O teto de vidro invisível que me fez lutar pela minha comunidade

Ser colunista aqui do Mundo Negro, além de motivo de grande honra, é a oportunidade de mostrar ao mundo que ser negro não te faz inferior a nada nem ninguém. Trago aqui histórias, as quais no início da minha carreira não tive acesso, e sei da importância de tê-las para as próximas gerações que estão chegando, incluindo meu filho.

Ao longo de muitos anos, por estar entre os poucos negros a trabalhar com tecnologia, me perguntei o porquê de ser tão difícil ver o meu povo à frente do mercado de tecnologia no Brasil.

E quando realizamos essa pergunta para as pessoas, um grande ponto de interrogação surge em suas cabeças, principalmente porque  elas param para pensar e buscar quantas pessoas pretas existem em grandes corporações ou empreendendo, representando a tecnologia no Brasil.

Não preciso ir muito longe para dizer que é nítido que existem mais pessoas brancas do que pretas dentro do mercado de tecnologia no Brasil. De acordo com a Associação Brasileira das Empresas de Tecnologia da Informação e da Comunicação – Brasscom, só 30% das pessoas que trabalham na área tech no Brasil são autodeclaradas pretas ou pardas. E esse número só se agrava quando pensamos no acesso da população negra ao universo das novas tecnologias no país. Um levantamento realizado pelo Potências Negras Tec mostra que 59% dos negros do nosso país não trabalham na área da tecnologia, mas tem interesse em atuar no setor.

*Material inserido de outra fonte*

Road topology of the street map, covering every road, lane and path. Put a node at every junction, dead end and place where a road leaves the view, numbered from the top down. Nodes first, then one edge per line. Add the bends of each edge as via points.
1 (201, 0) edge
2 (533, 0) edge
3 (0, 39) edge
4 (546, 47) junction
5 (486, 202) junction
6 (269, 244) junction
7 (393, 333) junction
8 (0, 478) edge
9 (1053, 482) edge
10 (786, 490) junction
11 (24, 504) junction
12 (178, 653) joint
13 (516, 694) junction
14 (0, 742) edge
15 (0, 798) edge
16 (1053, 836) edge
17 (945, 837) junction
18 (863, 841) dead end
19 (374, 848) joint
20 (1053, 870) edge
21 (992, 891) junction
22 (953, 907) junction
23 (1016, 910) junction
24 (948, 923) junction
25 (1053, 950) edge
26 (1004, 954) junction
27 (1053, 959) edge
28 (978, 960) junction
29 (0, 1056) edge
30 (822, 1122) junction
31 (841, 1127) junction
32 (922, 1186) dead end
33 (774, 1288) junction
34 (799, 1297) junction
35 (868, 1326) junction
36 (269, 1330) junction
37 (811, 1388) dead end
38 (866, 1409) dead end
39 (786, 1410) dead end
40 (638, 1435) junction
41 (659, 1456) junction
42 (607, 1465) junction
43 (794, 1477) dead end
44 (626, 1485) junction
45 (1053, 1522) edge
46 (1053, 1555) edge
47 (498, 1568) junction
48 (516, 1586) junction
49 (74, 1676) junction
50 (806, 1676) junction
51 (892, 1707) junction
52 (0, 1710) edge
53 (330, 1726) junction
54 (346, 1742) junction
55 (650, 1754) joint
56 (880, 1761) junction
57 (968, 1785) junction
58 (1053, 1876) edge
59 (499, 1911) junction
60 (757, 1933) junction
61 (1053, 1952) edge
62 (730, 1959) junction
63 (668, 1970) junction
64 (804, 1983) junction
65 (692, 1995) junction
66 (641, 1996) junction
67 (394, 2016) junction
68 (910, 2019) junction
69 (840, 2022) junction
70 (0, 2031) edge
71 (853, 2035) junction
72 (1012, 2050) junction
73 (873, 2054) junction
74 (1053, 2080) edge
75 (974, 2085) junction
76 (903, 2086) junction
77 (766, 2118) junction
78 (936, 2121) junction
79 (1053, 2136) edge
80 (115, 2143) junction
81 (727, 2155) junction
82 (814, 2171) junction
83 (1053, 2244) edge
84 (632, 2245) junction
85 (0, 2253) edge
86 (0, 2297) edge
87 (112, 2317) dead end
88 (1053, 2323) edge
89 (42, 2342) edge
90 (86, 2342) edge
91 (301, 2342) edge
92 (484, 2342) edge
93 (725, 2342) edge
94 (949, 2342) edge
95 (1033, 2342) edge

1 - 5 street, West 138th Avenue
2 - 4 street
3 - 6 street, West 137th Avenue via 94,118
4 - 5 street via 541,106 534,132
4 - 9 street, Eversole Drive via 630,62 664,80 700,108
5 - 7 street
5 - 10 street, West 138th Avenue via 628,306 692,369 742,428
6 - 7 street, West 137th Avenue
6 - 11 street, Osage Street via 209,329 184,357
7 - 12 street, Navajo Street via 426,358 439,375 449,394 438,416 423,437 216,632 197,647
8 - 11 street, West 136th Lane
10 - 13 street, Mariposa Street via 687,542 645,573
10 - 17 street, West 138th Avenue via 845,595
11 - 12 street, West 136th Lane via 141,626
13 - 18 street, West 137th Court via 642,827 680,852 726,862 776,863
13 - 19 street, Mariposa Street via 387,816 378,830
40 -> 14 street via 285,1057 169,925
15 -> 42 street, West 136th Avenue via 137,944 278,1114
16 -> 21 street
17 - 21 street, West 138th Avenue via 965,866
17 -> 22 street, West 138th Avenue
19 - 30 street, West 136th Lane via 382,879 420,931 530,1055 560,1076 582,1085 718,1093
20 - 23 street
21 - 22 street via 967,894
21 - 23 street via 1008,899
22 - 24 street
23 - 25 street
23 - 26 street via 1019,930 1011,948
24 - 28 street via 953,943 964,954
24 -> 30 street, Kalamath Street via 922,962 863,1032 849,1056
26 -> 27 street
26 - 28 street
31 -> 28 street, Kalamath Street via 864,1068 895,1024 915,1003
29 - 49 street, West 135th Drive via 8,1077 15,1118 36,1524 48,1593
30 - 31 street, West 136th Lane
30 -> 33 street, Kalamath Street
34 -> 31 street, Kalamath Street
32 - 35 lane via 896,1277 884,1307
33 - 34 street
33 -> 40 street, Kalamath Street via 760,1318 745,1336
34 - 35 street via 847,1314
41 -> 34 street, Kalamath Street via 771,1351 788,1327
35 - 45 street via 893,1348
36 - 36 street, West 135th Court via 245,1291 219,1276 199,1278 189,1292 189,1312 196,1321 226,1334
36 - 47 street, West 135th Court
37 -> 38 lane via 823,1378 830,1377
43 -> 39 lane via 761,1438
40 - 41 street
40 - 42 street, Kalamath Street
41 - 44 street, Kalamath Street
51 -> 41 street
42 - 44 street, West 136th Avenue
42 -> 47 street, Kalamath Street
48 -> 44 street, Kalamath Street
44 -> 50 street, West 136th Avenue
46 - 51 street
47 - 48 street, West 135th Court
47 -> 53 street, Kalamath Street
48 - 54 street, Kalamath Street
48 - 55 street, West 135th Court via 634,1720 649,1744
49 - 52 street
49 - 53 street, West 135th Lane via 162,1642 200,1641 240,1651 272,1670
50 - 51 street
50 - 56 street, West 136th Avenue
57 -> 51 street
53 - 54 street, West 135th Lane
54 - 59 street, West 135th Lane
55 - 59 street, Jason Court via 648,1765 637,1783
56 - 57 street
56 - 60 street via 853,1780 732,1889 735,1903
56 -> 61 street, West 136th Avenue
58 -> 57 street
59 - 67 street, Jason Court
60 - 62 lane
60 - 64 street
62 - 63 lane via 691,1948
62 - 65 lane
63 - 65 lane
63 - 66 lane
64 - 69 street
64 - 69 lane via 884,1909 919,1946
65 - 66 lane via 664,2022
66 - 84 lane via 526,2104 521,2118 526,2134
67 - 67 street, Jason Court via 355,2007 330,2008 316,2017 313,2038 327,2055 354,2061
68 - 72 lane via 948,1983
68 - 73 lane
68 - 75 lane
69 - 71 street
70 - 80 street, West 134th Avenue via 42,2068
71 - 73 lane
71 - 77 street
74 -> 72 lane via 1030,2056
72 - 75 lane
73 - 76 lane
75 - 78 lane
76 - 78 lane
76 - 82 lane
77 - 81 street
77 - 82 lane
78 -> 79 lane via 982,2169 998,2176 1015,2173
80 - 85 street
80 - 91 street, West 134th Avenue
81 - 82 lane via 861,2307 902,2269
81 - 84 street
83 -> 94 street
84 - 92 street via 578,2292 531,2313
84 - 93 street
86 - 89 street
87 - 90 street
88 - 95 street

Mas como as pessoas negras chegam ao topo, se não existe um fomento para este movimento? Lembro que meu primeiro contato com a tecnologia foi em casa, com um computador que meu pai comprou com muito sacrifício durante a minha adolescência. Nele, eu experimentei, revirei a máquina de ponta a ponta para aprender e entender mais sobre o mundo que estava à minha frente, mas ainda assim era apenas esse meu contato com a tecnologia.

Essa era a minha realidade há mais de 20 anos, entretanto, ela ainda é a mesma de milhares de brasileiros periféricos que sonham em trabalhar na área da tecnologia. E mesmo quando alcançamos o objetivo de atuar na área, esbarramos com outro andar do teto invisível. Segundo a pesquisa Pew Research, de 2018, realizada com pessoas que trabalham na área de STEAM, 60% dos profissionais negros relatam ter sofrido algum tipo de preconceito dentro do ambiente de trabalho.

Apesar de estar há tanto tempo imerso na área da tecnologia e inovação, percebo que a falta de fomento e incentivo para a população negra nos faz perder uma grande quantidade de talentos que poderiam contribuir com o desenvolvimento de novas ideias para a sociedade. E esse desperdício acontece em muitas outras áreas, como a própria publicidade, que enfrenta outra grande disparidade sobre a diferença salarial entre pessoas pretas e brancas. O estudo Sustentabilidade Racial: Dados e estatísticas sobre a população negra no Brasil mostra que os negros recebem metade da remuneração salarial de homem branco na área publicitária. Dessa forma, a sociedade cria uma barreira e dificulta ainda mais a possibilidade de encontrar e aproveitar esses talentos, perdidos todos os dias por falta de incentivo.

Muitas vezes me perguntam porque falo de um ‘teto de vidro preto’ dentro do mercado corporativo, principalmente na área em que atuo. Pode não ser evidente para quem vê de fora, mas existem linhas imaginárias que limitam o crescimento exponencial de uma pessoa preta, e elas só conseguem evidência quando reunimos fatos, como a falta de fomento à educação especializada, as diferenças salariais e as diferenças de cargos.

Mas, apesar disso, temos na contramão deste histórico uma grande quantidade de pessoas que buscam mudar este cenário a partir de iniciativas que insiram as pessoas pretas na área da tecnologia, como por exemplo, cursos gratuitos e trainees que se espalham pelo país para ajudar a transformar essa visão, e finalmente mostrar que este teto de vidro pode ser superado e que a nós, podemos sim subir para o próximo andar.

* Rodolfo Gomes é cofundador da PPTGO, Startup de Tecnologia com foco em apresentações de alto impacto e vídeos interativos.